Indian television series (2019–2020)

Run is a 2019–20 Tamil-language thriller drama series directed by K. Rajeev Prasad is a remake of Turkish Serial “Black Money love” on Sun TV. It stars Krishna Raghunandan and Sharanya Turadi Sundarraj (later replaced by Chaya Singh). It premiered on 5 August 2019 and ended on 31 March 2020 for 197 episodes due to the coronavirus pandemic.

==Synopsis==
Run is a thriller drama on Sun TV. The story is about Shakthi (Krishna Raghunandan), faces enemies in his life.

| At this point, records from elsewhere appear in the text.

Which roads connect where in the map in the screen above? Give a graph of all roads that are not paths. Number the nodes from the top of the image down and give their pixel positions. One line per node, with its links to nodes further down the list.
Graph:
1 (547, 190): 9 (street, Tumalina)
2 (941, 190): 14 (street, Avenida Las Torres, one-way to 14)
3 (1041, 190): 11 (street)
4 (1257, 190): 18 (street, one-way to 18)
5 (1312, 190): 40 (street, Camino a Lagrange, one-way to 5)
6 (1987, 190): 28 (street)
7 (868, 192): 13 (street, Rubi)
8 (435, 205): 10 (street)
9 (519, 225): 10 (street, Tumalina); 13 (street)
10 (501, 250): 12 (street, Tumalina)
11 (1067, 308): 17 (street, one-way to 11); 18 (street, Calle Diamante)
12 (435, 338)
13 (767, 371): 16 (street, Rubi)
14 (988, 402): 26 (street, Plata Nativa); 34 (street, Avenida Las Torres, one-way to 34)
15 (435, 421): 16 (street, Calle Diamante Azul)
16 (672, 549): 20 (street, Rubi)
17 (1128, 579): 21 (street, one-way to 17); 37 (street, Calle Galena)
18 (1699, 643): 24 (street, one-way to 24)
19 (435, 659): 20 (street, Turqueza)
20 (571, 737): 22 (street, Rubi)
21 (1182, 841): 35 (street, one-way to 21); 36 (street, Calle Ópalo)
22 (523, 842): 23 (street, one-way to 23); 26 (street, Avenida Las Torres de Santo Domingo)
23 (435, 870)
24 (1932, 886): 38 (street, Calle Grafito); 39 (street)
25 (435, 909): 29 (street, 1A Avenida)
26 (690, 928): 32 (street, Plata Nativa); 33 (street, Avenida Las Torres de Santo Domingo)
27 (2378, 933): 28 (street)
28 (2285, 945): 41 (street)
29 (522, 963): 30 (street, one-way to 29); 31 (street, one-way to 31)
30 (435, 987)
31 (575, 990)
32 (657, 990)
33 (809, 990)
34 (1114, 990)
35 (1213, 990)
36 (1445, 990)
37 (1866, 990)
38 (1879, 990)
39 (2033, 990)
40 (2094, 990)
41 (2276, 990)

Divya (Sharanya Turadi / Chaya Singh) returns from her abroad education and takes up the rein of her father's nursing home. She adores her father and is devastated to find him in a financial crisis. Shakthi (Krishna Raghunandan), an employee of an automobile company lives with his sister's family, who mean the world to him. He is engaged to Caroline (Navya Swamy), the love of his life. Unfortunately, Divya's father (Nizhalagal Ravi) and Sakthi (Krishna Raghunandan)'s fiancée go missing on the same day and later found dead. Watch how Divya (Sharanya Turadi / Chaya Singh)and Shakthi (Krishna Raghunandan)'s common motive and probe to unravel the mysterious deaths, bring their hearts closer. Divya (Sharanya Turadi / Chaya Singh), a hard-working and smart woman from a rich family, realises that her father is facing problems. A series of events leads her to Shakthi (Krishna Raghunandan), who is straightforward and despises affluent people.

==Cast==
===Main===
- Krishna Raghunandan as Shakthivel
- Sharanya Turadi Sundarraj (2019) as Divya
  - Chaya Singh (2019-2020) as Divya Shaktivel
- Vijjith as Rudramoorthy "Rudran" (Selvanayagam's henchman)(Main Antagonist)

===Supporting===
- Nizhalgal Ravi as Dr. Radhakrishnan "RK": Father of Shalini, Divya and Ramya.
- Pramodini Pammi as Gayathri Radhakrishnan: Mother of Shalini, Divya and Ramya
- Ashwanth Thilak as Prabhu, Shakthi's Best Friend
- Rindhya as Shalini Sekhar: Elder sister of Divya and Ramya
- Mythili Raju → Vaishnavi as Ramya Rudramoorthy: Younger sister of Shalini and Divya
- Shyam Sundar as Chandrasekhar "Sekhar": Shalini's Husband
- Sindhu Shyam as Meenakumari (Antagonist)
- Ashwin Karthik as Vikraman "Vikram" Senthilkumar: Meenakumari's brother-in-law (Antagonist)
- Raj Kapoor as Selvanayagam: Gayathri's brother-in-law and Meenakumari's henchman
- Sathyapriya as RK's aunt and Divya's grandmother
- Sri Durga as Lokeshwari Chandran aka Logu: Shakthi's elder sister
- Srikrishna Kaushik as Chandran: Shakthi's brother in law
- Navya Swamy as Caroline: Shakthi's lover (Deceased, killed by Vikram)
- Kurinji Nathan as Christopher: Caroline's elder brother
- Durga Deepthi as Nancy Christopher: Christopher's wife
- Babitha as Caroline's mother
- Mithuna as Jessy: Caroline's younger sister
- Vijayachandrika as Meenakumari's mother
- Reena as Chandran's mother
- VJ Sasikala Nagarajan as Priya: Divya's colleague
- Rafi Ullah as Siju: Rudran's assistant
- Tharsika as Rohini: Shakthi and Prabhu's friend
- Vishwanathan as Prabhu's fake brother
- Archana VJ as Prabhu's fake sister
- K. S. G. Venkatesh as Shakthi's Car company owner
- Yaar Kannan

==Production==
This Tamil drama is produced with a cinematic tone, making it different from other usual Tamil dramas. Some of the initial scenes were shot in Hong Kong. Besides some were also shot in Chennai, Alleppey and some parts of North India.

Initially, Vani Bhojan was chosen to play female leads but she declined. Later,
Sharanyaa Turadi Sundar Raj played Divya. In November 2019, Sundar Raj quit and was replaced by Chaya Singh.

==Dubbed version==
This series is dubbed into Telugu
as Run in ETV Telugu and started telecast from 5 April 2021.